There is no need to tear down the tap device from libxl__initiate_device_remove
since this ultimately calls libxl__device_destroy.
Propagate and log errors from libxl__device_destroy_tapdisk.
Signed-off-by: Ian Campbell <ian.campbell@citrix.com>
---
This patch depends on Ian Jacksons "libxl: unify libxl__device_destroy and
device_hotplug_done" and my "libxl: const correctness for
libxl__xs_path_cleanup"
diff -r 075da4778b0a -r f345fbfa8f50 tools/libxl/libxl_blktap2.c
--- a/tools/libxl/libxl_blktap2.c Thu Aug 02 10:22:28 2012 +0100
+++ b/tools/libxl/libxl_blktap2.c Thu Aug 02 10:34:18 2012 +0100
@@ -51,28 +51,36 @@ char *libxl__blktap_devpath(libxl__gc *g
}
-void libxl__device_destroy_tapdisk(libxl__gc *gc, char *be_path)
+int libxl__device_destroy_tapdisk(libxl__gc *gc, char *params)
{
- char *path, *params, *type, *disk;
+ char *type, *disk;
int err;
tap_list_t tap;
- path = libxl__sprintf(gc, "%s/tapdisk-params", be_path);
- if (!path) return;
-
- params = libxl__xs_read(gc, XBT_NULL, path);
- if (!params) return;
-
type = params;
disk = strchr(params, '':'');
- if (!disk) return;
+ if (!disk) {
+ LOG(ERROR, "Unable to parse params %s", params);
+ return ERROR_INVAL;
+ }
*disk++ = ''\0'';
err = tap_ctl_find(type, disk, &tap);
- if (err < 0) return;
+ if (err < 0) {
+ /* returns -errno */
+ LOGEV(ERROR, -err, "Unable to find type %s disk %s", type,
disk);
+ return ERROR_FAIL;
+ }
- tap_ctl_destroy(tap.id, tap.minor);
+ err = tap_ctl_destroy(tap.id, tap.minor);
+ if (err < 0) {
+ LOGEV(ERROR, -err, "Failed to destroy tap device id %d minor
%d",
+ tap.id, tap.minor);
+ return ERROR_FAIL;
+ }
+
+ return 0;
}
/*
diff -r 075da4778b0a -r f345fbfa8f50 tools/libxl/libxl_device.c
--- a/tools/libxl/libxl_device.c Thu Aug 02 10:22:28 2012 +0100
+++ b/tools/libxl/libxl_device.c Thu Aug 02 10:34:18 2012 +0100
@@ -522,8 +522,10 @@ DEFINE_DEVICES_ADD(nic)

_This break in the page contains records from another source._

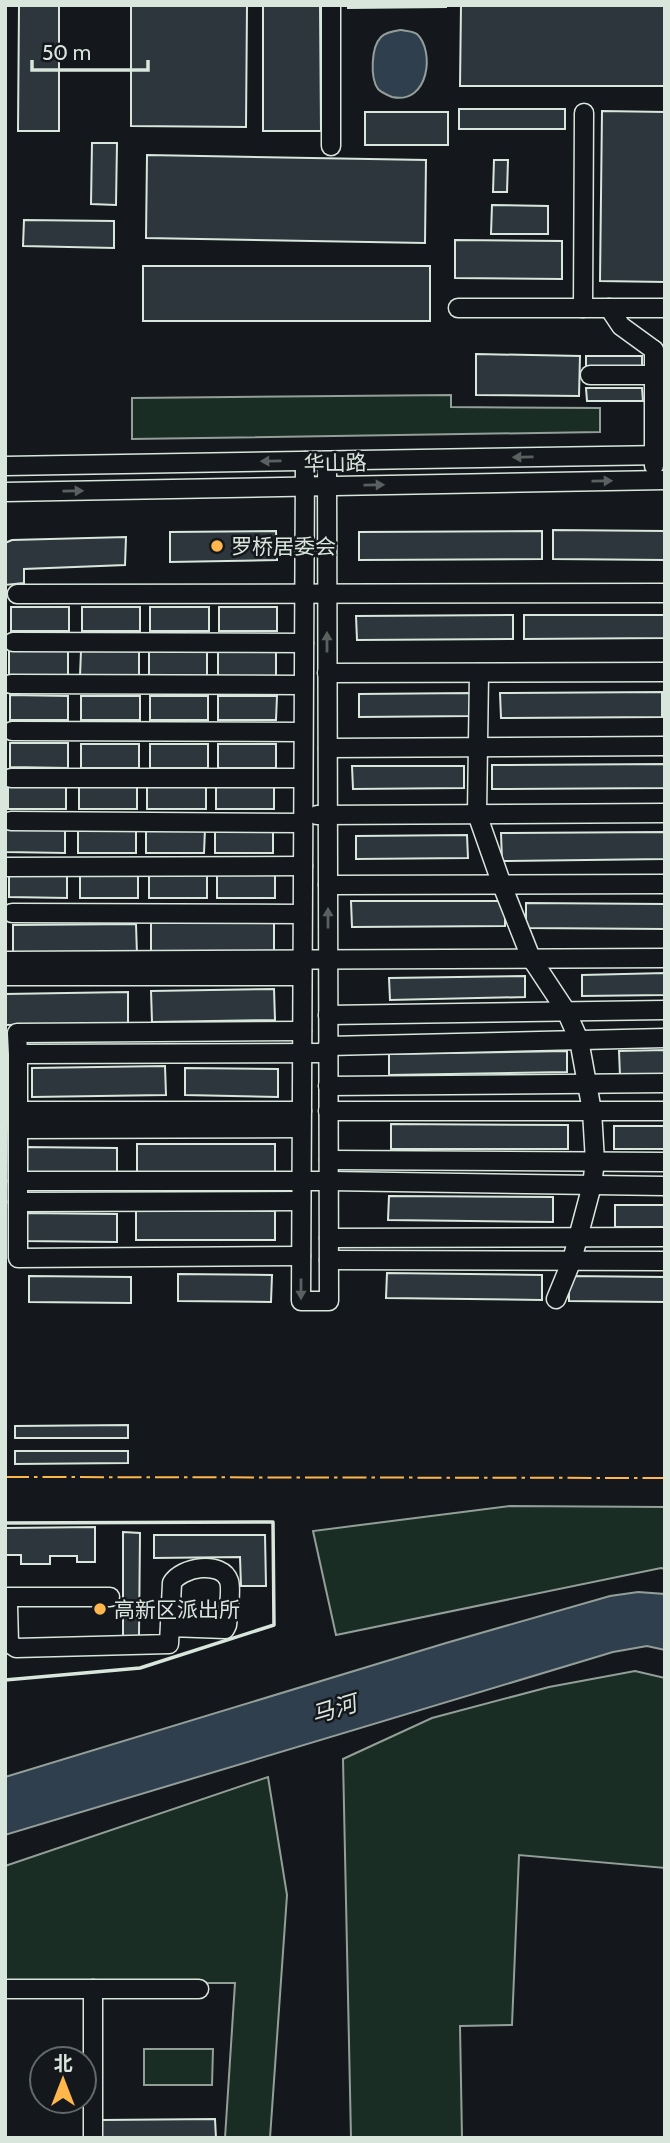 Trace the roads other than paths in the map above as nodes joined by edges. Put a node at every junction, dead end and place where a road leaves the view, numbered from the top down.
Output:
1 (331, 5) edge
2 (583, 113) dead end
3 (331, 146) dead end
4 (458, 308) dead end
5 (583, 308) junction
6 (610, 308) junction
7 (665, 308) edge
8 (660, 346) edge
9 (590, 375) dead end
10 (654, 375) junction
11 (660, 455) edge
12 (305, 461) junction
13 (327, 461) junction
14 (5, 466) edge
15 (660, 480) edge
16 (304, 486) junction
17 (327, 486) junction
18 (5, 492) edge
19 (665, 593) edge
20 (16, 594) dead end
21 (304, 594) junction
22 (327, 594) junction
23 (13, 642) dead end
24 (304, 643) junction
25 (665, 672) edge
26 (327, 673) junction
27 (479, 673) junction
28 (11, 684) dead end
29 (303, 685) junction
30 (12, 731) dead end
31 (303, 732) junction
32 (665, 746) edge
33 (478, 747) junction
34 (328, 748) junction
35 (11, 778) dead end
36 (303, 778) junction
37 (665, 813) edge
38 (477, 814) junction
39 (328, 815) junction
40 (303, 819) junction
41 (11, 821) dead end
42 (303, 866) junction
43 (5, 867) edge
44 (665, 884) edge
45 (328, 885) junction
46 (502, 885) junction
47 (12, 913) dead end
48 (302, 914) junction
49 (531, 958) junction
50 (665, 958) edge
51 (328, 959) junction
52 (5, 961) edge
53 (302, 967) junction
54 (5, 976) edge
55 (665, 1010) edge
56 (566, 1011) junction
57 (328, 1015) junction
58 (302, 1031) junction
59 (665, 1038) edge
60 (579, 1040) junction
61 (328, 1049) junction
62 (302, 1053) junction
63 (18, 1054) junction
64 (588, 1083) junction
65 (665, 1083) edge
66 (328, 1086) junction
67 (328, 1111) junction
68 (592, 1111) junction
69 (665, 1111) edge
70 (18, 1120) junction
71 (301, 1120) junction
72 (328, 1160) junction
73 (595, 1161) junction
74 (665, 1162) edge
75 (18, 1181) junction
76 (301, 1181) junction
77 (328, 1181) junction
78 (592, 1185) junction
79 (665, 1186) edge
80 (301, 1201) junction
81 (18, 1202) junction
82 (578, 1237) junction
83 (665, 1237) edge
84 (329, 1238) junction
85 (301, 1256) junction
86 (329, 1259) junction
87 (572, 1260) junction
88 (665, 1261) edge
89 (556, 1299) dead end
90 (5, 1597) edge
91 (110, 1597) dead end
92 (170, 1627) dead end
93 (5, 1989) edge
94 (93, 1989) junction
95 (199, 1989) dead end
96 (93, 2138) edge

1 - 3 street
2 - 5 street
4 - 5 street
5 - 6 street
6 - 7 street
6 - 8 street
8 - 10 street
9 - 10 street
10 - 11 street
11 -> 13 street, 华山路
11 - 15 street
12 - 13 street, 华山路
12 -> 14 street, 华山路
12 - 16 street
13 - 17 street
17 -> 15 street, 华山路
16 - 17 street, 华山路
18 -> 16 street, 华山路
16 - 21 street
17 - 22 street
19 - 22 street
20 - 21 street
21 - 22 street
21 - 24 street
26 -> 22 street
23 - 24 street
24 - 29 street
25 - 27 street
26 - 27 street
26 - 34 street
27 - 33 street
28 - 29 street
29 - 31 street
30 - 31 street
31 - 36 street
32 - 33 street
33 - 34 street
33 - 38 street
34 - 39 street
35 - 36 street
36 - 40 street
37 - 38 street
38 - 39 street
38 - 46 street
39 - 40 street
39 - 45 street
40 - 41 street
40 - 42 street
42 - 43 street
42 - 48 street
44 - 46 street
45 - 46 street
51 -> 45 street
46 - 49 street
47 - 48 street
48 - 53 street
49 - 50 street
49 - 51 street
49 - 56 street
51 - 53 street
51 - 57 street
52 - 53 street
53 - 54 street
53 - 58 street
55 - 56 street
56 - 57 street
56 - 60 street
57 - 61 street
58 - 62 street
58 - 63 street
59 - 60 street
60 - 61 street
60 - 64 street
61 - 62 street
61 - 66 street
62 - 63 street
62 - 71 street
63 - 70 street
64 - 65 street
64 - 66 street
64 - 68 street
66 - 67 street
67 - 68 street
67 - 72 street
68 - 69 street
68 - 73 street
70 - 71 street
70 - 75 street
71 - 76 street
72 - 73 street
72 - 77 street
73 - 74 street
73 - 78 street
75 - 76 street
75 - 81 street
76 - 77 street
76 - 80 street
77 - 78 street
77 - 84 street
78 - 79 street
78 - 82 street
80 - 81 street
80 - 85 street
81 - 85 street
82 - 83 street
82 - 84 street
82 - 87 street
84 - 86 street
85 -> 86 street
86 - 87 street
87 - 88 street
87 - 89 street
90 - 91 street
90 - 92 street
93 - 94 street
94 - 95 street
94 - 96 street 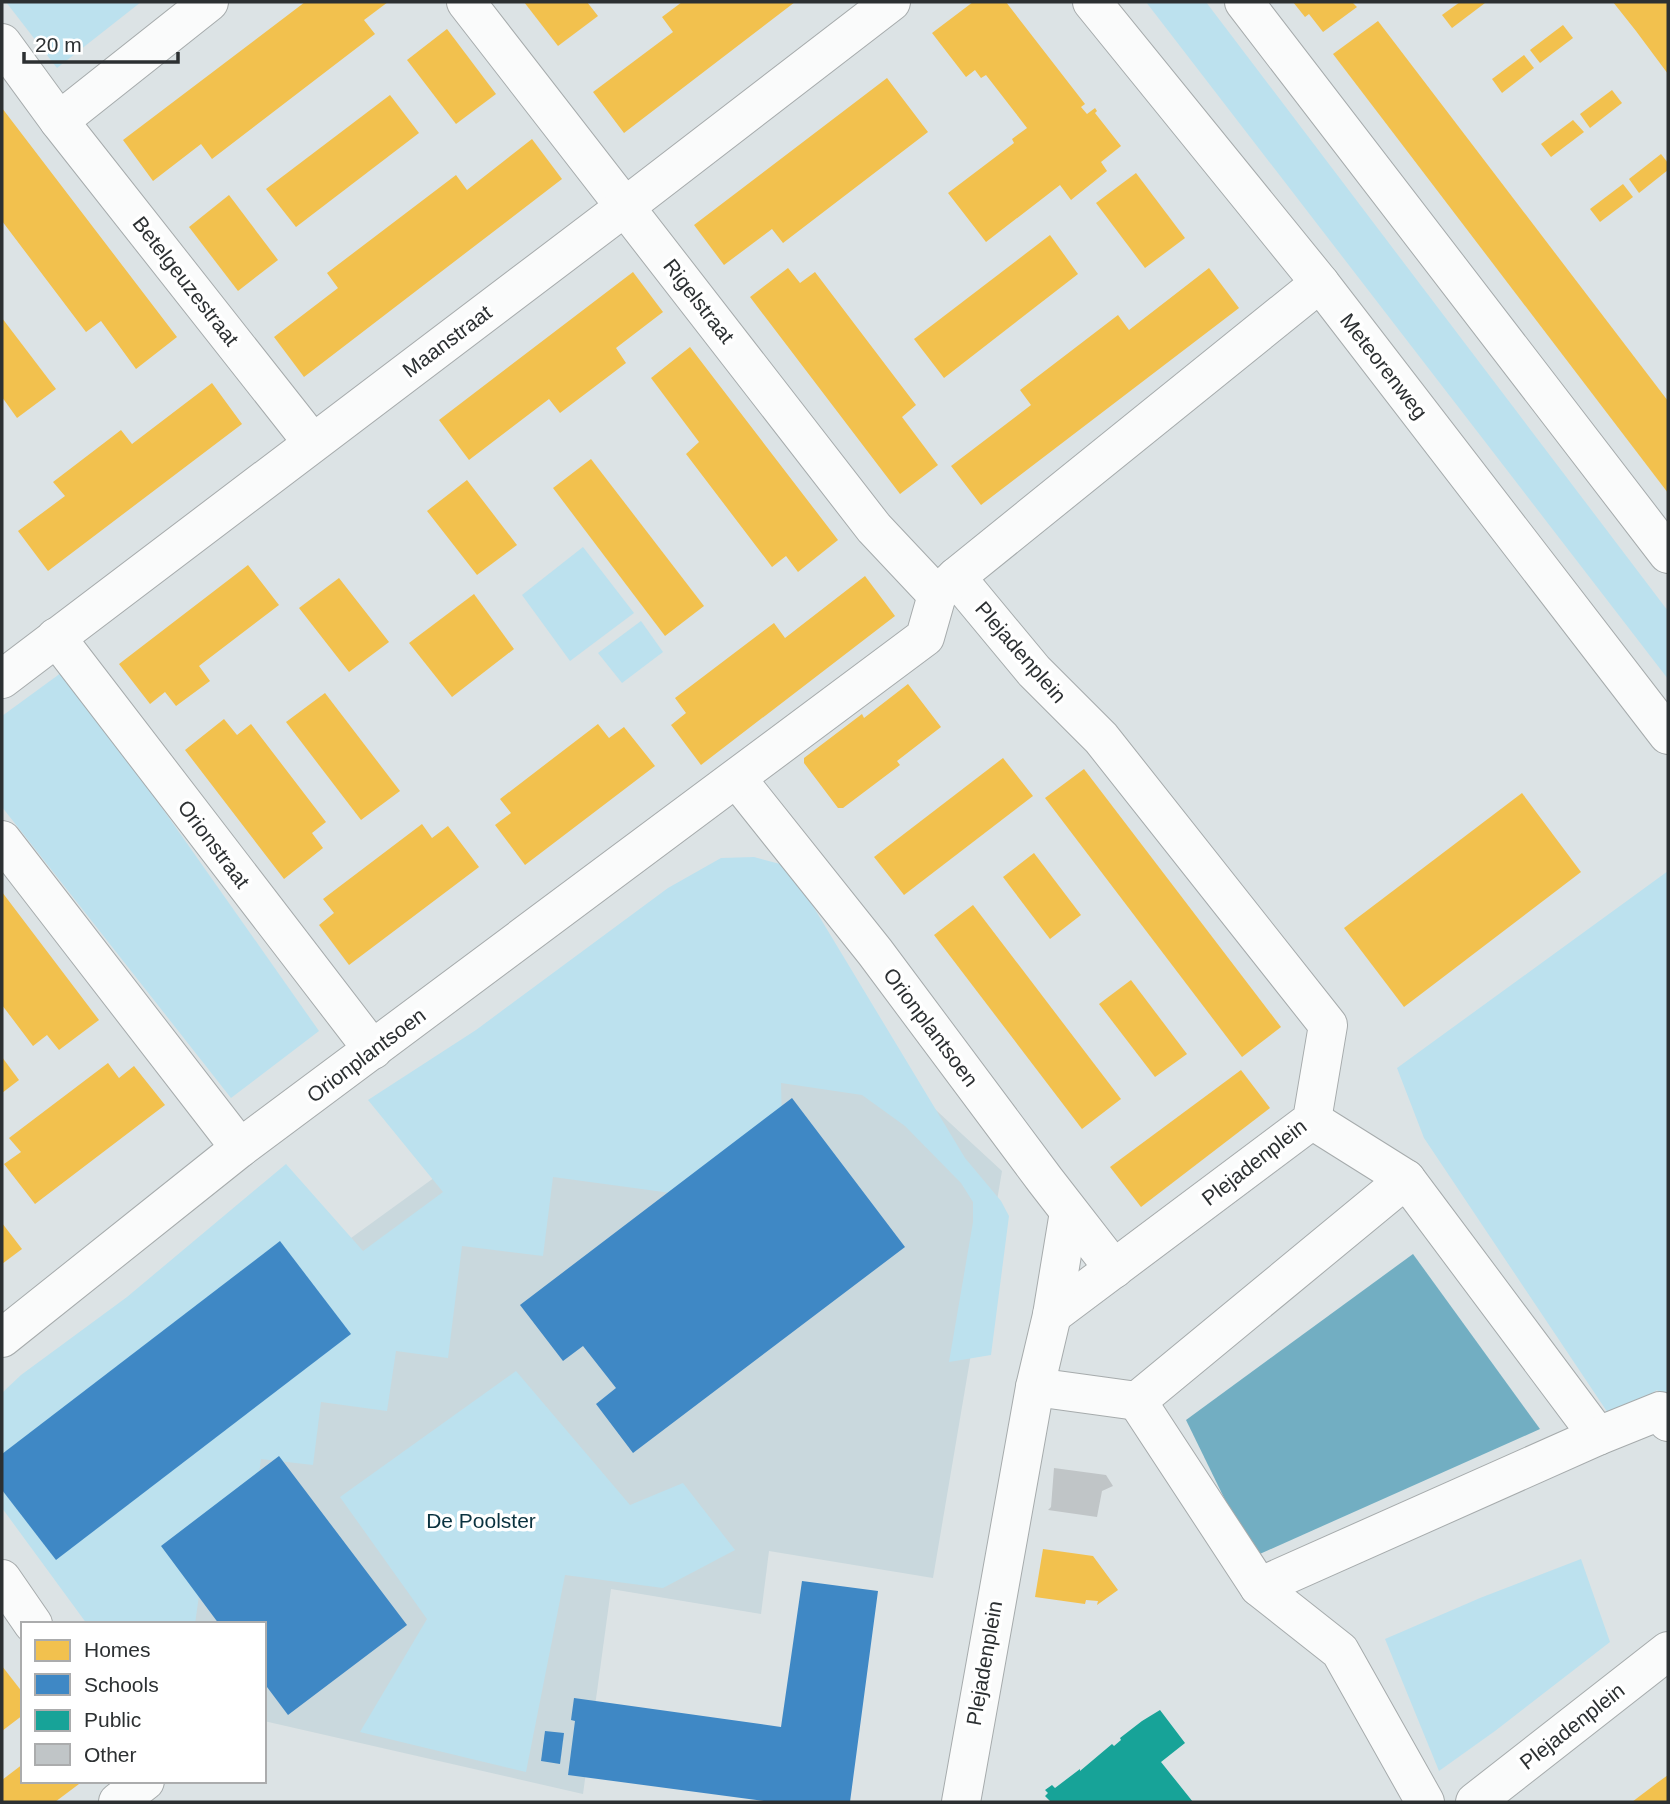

int libxl__device_destroy(libxl__gc *gc, libxl__device *dev)
{
- char *be_path = libxl__device_backend_path(gc, dev);
+ const char *be_path = libxl__device_backend_path(gc, dev);
const char *fe_path = libxl__device_frontend_path(gc, dev);
+ const char *tapdisk_path = GCSPRINTF("%s/%s", be_path,
"tapdisk-params");
+ char *tapdisk_params;
xs_transaction_t t = 0;
int rc;
@@ -531,6 +533,9 @@ int libxl__device_destroy(libxl__gc *gc,
rc = libxl__xs_transaction_start(gc, &t);
if (rc) goto out;
+ /* May not exist if this is not a tap device */
+ tapdisk_params = libxl__xs_read(gc, t, tapdisk_path);
+
libxl__xs_path_cleanup(gc, t, fe_path);
libxl__xs_path_cleanup(gc, t, be_path);
@@ -539,7 +544,8 @@ int libxl__device_destroy(libxl__gc *gc,
if (rc < 0) goto out;
}
- libxl__device_destroy_tapdisk(gc, be_path);
+ if (tapdisk_params)
+ rc = libxl__device_destroy_tapdisk(gc, tapdisk_params);
out:
return rc;
@@ -789,8 +795,6 @@ void libxl__initiate_device_remove(libxl
if (rc < 0) goto out;
}
- libxl__device_destroy_tapdisk(gc, be_path);
-
rc = libxl__ev_devstate_wait(gc, &aodev->backend_ds,
device_backend_callback,
state_path, XenbusStateClosed,
diff -r 075da4778b0a -r f345fbfa8f50 tools/libxl/libxl_internal.h
--- a/tools/libxl/libxl_internal.h Thu Aug 02 10:22:28 2012 +0100
+++ b/tools/libxl/libxl_internal.h Thu Aug 02 10:34:18 2012 +0100
@@ -1344,8 +1344,9 @@ _hidden char *libxl__blktap_devpath(libx
/* libxl__device_destroy_tapdisk:
* Destroys any tapdisk process associated with the backend represented
* by be_path.
+ * Always logs on failure.
*/
-_hidden void libxl__device_destroy_tapdisk(libxl__gc *gc, char *be_path);
+_hidden int libxl__device_destroy_tapdisk(libxl__gc *gc, char *params);
_hidden int libxl__device_from_disk(libxl__gc *gc, uint32_t domid,
libxl_device_disk *disk,
diff -r 075da4778b0a -r f345fbfa8f50 tools/libxl/libxl_noblktap2.c
--- a/tools/libxl/libxl_noblktap2.c Thu Aug 02 10:22:28 2012 +0100
+++ b/tools/libxl/libxl_noblktap2.c Thu Aug 02 10:34:18 2012 +0100
@@ -28,8 +28,9 @@ char *libxl__blktap_devpath(libxl__gc *g
return NULL;
}
-void libxl__device_destroy_tapdisk(libxl__gc *gc, char *be_path)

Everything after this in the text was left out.